В «Росте» символические отношения между верхней и нижней частью, чем-то схожие с отношениями паразита и носителя, создают ощущение баланса и статичности. Я полагаю, что верхняя форма отвечает за устойчивость нижней и что более слабая и податливая нижняя форма была бы незавершенной без груза верхней, и наоборот. Нижняя форма «Роста» словно бы делает плие и напоминает танцора, который поднимает партнера, или штангиста, который выполняет толчок. А еще мне вспоминаются классические греческие колонны, немного расширяющиеся перед тем, как сузиться у основания; эта эстетическая уловка подчеркивает естественность, с которой колонна сдерживает напор и массу фронтона и распределяет эту силу вовне.

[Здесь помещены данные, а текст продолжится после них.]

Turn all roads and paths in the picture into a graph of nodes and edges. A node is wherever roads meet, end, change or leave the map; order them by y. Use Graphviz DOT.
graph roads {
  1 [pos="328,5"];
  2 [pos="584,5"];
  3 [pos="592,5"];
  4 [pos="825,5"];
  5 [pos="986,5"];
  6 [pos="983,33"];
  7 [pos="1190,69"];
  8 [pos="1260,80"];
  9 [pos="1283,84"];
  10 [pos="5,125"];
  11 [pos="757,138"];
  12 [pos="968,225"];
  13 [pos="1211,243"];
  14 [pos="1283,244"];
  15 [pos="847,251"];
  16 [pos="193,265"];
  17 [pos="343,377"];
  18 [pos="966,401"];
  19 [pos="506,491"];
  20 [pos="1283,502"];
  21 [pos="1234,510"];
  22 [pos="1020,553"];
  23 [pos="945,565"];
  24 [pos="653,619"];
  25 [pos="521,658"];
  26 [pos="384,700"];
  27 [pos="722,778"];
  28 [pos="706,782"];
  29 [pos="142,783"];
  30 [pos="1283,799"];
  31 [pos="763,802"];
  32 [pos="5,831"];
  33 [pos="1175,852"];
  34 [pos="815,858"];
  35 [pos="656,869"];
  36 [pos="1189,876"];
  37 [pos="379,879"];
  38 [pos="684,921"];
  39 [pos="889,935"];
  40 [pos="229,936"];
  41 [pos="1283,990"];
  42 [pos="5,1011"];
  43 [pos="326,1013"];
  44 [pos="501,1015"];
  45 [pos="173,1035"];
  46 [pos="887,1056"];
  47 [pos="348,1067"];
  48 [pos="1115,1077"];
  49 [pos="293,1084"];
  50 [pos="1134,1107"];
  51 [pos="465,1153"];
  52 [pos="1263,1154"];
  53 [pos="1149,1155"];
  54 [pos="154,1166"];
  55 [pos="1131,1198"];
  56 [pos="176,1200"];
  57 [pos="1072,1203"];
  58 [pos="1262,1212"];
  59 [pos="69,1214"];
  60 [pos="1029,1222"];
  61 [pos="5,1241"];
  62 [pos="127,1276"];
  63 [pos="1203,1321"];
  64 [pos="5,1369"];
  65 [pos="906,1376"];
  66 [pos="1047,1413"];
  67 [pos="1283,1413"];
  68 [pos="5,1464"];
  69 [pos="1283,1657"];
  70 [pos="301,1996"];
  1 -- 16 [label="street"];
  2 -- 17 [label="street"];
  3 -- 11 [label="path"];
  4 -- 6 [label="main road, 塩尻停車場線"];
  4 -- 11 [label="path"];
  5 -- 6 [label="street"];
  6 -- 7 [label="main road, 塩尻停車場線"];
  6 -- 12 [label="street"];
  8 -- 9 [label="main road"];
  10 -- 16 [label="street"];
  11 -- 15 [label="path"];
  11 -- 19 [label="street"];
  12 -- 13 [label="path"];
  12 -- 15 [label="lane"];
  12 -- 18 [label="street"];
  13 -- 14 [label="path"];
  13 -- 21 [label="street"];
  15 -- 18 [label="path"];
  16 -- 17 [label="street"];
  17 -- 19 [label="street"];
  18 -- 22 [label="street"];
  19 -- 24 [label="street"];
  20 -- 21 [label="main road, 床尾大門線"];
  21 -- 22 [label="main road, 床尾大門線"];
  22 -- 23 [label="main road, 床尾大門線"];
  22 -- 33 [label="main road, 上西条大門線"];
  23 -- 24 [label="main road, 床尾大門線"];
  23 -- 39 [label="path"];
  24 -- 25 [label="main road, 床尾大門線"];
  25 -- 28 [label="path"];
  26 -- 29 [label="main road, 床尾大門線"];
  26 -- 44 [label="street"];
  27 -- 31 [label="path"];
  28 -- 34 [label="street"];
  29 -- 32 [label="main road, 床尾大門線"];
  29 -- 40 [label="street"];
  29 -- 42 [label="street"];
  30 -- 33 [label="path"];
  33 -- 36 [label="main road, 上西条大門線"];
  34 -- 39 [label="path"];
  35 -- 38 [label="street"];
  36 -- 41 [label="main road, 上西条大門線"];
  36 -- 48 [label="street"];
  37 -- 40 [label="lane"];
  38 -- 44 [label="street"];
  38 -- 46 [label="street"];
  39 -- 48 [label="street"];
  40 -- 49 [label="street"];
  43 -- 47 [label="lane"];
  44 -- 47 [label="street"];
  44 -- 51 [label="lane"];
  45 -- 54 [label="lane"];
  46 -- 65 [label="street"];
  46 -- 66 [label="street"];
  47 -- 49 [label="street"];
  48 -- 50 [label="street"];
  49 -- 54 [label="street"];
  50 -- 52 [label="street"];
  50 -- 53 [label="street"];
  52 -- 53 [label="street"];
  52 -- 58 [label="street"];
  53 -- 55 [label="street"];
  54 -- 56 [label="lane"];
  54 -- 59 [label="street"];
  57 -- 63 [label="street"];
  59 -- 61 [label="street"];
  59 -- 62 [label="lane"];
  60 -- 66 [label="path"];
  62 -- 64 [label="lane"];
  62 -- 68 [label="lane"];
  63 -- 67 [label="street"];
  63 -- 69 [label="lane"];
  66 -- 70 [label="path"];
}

«Рост» изящно и чувственно взлетает вверх и в то же время распрямляется, как скрученный корень. Он проталкивается наружу там и сям, соблазнительно выставляя свои многочисленные бедра и выпячивая многочисленные груди, которые затем превращаются в носы, пальцы ног, колени и подбородки. Спины становятся фасадами, а потом и профилями; семена трансформируются в почки, а те – в спелые плоды. Женский живот вытягивается шеей, а та превращается в грушу. Локоть оборачивается клювом, головкой члена, зевающим ртом. Как только вы решаете, что видите изгибы губ, ягодиц или грудей, формы в вашем воображении перестраиваются, превращаясь в тени, распустившиеся цветы, изменчивые облака. Ощущение того, что верхняя форма порождает нижнюю, и наоборот, противостоит эротизму скульптуры и заложенному в нее духу борьбы, одновременно усиливая их. Арп напоминает нам о присущей жизни жестокости и о том, что взаимозависимые отношения между матерью и ребенком – такая же несущая конструкция, как отношения между фронтоном и колонной. Глядя на «Рост», я вспоминаю, как одна женщина рассказала мне о своем опыте деторождения: «Натяните верхнюю губу себе на голову, а нижнюю – на колени. Вот такие ощущения». Это чувство красоты и жестокости, бесконечного взаимопревращения матери и ребенка, бремени и основания играет с нашим представлением о том, что именно находится сверху, а что – снизу; что появилось до, а что – после. Моя неспособность обозначить границы и эволюционные этапы жизни скульптуры играет с моим собственным ощущением хода времени и процесса развития. Неясно, смотрим ли мы на что-то растущее или, напротив, наблюдаем процесс разложения – или и то и другое.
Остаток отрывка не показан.